No fue solo un ansia baldía. Fue también, por este orden y en un momento así, una muestra de indelicadeza con la afición pareja a la cometida por Cristiano, amén de una injusticia para con el hombre que, hasta ese momento, era su entrenador. Bale había acumulado tantas razones para ser titular en Kiev en las últimas jornadas como las que atesoraba para ser suplente en la práctica totalidad de la temporada hasta entonces. Su temporada se resumía en una interminable lesión seguida de un poco satisfactorio proceso de reincorporación al grupo, aderezado con algunas señales de falta de compromiso impropias de un hombre que siempre se ha distinguido por todo lo contrario. Existiendo como existían además motivos tácticos -que el desarrollo del partido revelaría como atinados por parte de Zidane-, no era en absoluto descabellado dejarlo en el banquillo de inicio.

Este es el pecado de palabra. Vamos ahora con el de omisión. La imprevista marcha de Zidane desencadenó una catarata de tuits y otros posts en redes sociales por parte de quienes, hasta entonces, fueron sus pupilos, catarata a la cual se mantuvo ajeno Gareth Bale. Quedó como el único jugador de la plantilla que se abstuvo de expresar su agradecimiento y admiración a Zidane en aquella hora trascendente y difícil. Si la relación personal se había deteriorado tanto como para convertir en hipócrita cualquier manifestación de calidez, hubiera bastado con un lacónico “Buena suerte, entrenador”. Nada de eso emitió la cuenta de Twitter de Gareth pese a los miles de madridistas que aguardaban ese pronunciamiento como muchos católicos esperan la fumata blanca cuando queda vacante la plaza del sucesor de Pedro. No ha habido fumata blanca, ni se la espera.

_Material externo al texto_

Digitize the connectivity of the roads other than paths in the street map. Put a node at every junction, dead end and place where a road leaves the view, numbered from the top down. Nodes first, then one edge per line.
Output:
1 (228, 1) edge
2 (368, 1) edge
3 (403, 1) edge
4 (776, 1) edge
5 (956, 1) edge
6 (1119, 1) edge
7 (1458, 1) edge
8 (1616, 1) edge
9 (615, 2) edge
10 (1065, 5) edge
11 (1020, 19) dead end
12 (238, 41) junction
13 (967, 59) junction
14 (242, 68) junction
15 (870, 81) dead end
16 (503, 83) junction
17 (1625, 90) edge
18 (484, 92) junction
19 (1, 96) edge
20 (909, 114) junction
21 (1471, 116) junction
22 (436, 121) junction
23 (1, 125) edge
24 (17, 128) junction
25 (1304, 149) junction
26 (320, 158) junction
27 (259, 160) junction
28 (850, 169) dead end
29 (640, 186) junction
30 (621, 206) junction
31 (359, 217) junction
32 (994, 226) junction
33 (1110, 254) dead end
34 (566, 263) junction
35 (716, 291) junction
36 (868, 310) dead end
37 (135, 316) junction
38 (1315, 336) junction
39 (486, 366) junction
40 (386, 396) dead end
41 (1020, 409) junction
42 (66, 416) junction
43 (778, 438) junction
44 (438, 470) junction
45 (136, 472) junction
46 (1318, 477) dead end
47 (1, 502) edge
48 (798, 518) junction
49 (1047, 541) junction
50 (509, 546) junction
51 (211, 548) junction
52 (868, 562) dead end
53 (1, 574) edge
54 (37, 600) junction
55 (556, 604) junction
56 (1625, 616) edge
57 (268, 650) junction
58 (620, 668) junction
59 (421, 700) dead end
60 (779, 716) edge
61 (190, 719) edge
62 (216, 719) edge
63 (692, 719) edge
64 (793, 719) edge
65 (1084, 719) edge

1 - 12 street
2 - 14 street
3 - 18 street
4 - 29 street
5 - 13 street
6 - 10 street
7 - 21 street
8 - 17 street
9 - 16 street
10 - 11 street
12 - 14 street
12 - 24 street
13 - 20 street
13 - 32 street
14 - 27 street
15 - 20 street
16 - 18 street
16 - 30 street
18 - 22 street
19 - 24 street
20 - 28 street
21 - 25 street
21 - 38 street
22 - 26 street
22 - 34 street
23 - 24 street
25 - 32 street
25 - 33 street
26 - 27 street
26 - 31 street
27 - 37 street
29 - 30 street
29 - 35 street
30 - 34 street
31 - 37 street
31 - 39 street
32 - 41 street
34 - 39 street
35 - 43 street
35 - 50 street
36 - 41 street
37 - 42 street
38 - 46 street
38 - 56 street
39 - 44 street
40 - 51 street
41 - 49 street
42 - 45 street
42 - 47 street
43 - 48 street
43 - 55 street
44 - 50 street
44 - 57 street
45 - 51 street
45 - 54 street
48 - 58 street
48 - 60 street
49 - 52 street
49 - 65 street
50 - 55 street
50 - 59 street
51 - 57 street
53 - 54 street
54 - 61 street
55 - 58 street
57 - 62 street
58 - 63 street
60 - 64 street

Un pecado de palabra y otro de omisión para escenificar la más triste oportunidad perdida que se le recuerda a un jugador en la tarea de conquistar el esquivo y veleidoso corazón del madridismo. Imaginemos un escenario post-Trece en el que Cristiano hubiera dicho lo que dijo pero Bale NO hubiera dicho lo que dijo tras convertirse en el gran protagonista de la noche. Imaginemos un escenario en el que Cristiano hubiera rematado su mala noche con unas declaraciones incendiarias pero Bale, en cambio, hubiese coronado con un “Yo de aquí no me muevo” su esplendorosa noche ucraniana. Habríamos asistido a un relevo emotivo en el papel de héroe supremo de los vikingos. Precisamente lo que muchos hemos deseado, durante mucho tiempo, que fuese Gareth Bale. Por lo demás, el (no) detalle no habrá pasado desapercibido para sus compañeros, que en su mayoría han demostrado idolatrar al técnico francés.

¿Está Gareth a tiempo de enmendar este doble error? Hay razones para pensar que es posible y (de nuevo) dos para pensar que puede ser demasiado tarde. La primera es la propia incertidumbre respecto a su presencia en la plantilla el curso que viene. La otra, el carácter esencialmente rencoroso de gran parte de la hinchada blanca: si no fue un héroe ni cuando mereció serlo por su intachable actitud, así como por sus apariciones estelares en momentos cumbre, más aún le costará portar ese cetro tras la aciaga dupla de cagadas. Por mi parte, seguiré queriendo a Gareth, pero por el momento he abandonado casi toda intención de predicar este evangelio, optando más bien por profesar mi fe en el interior de las catacumbas.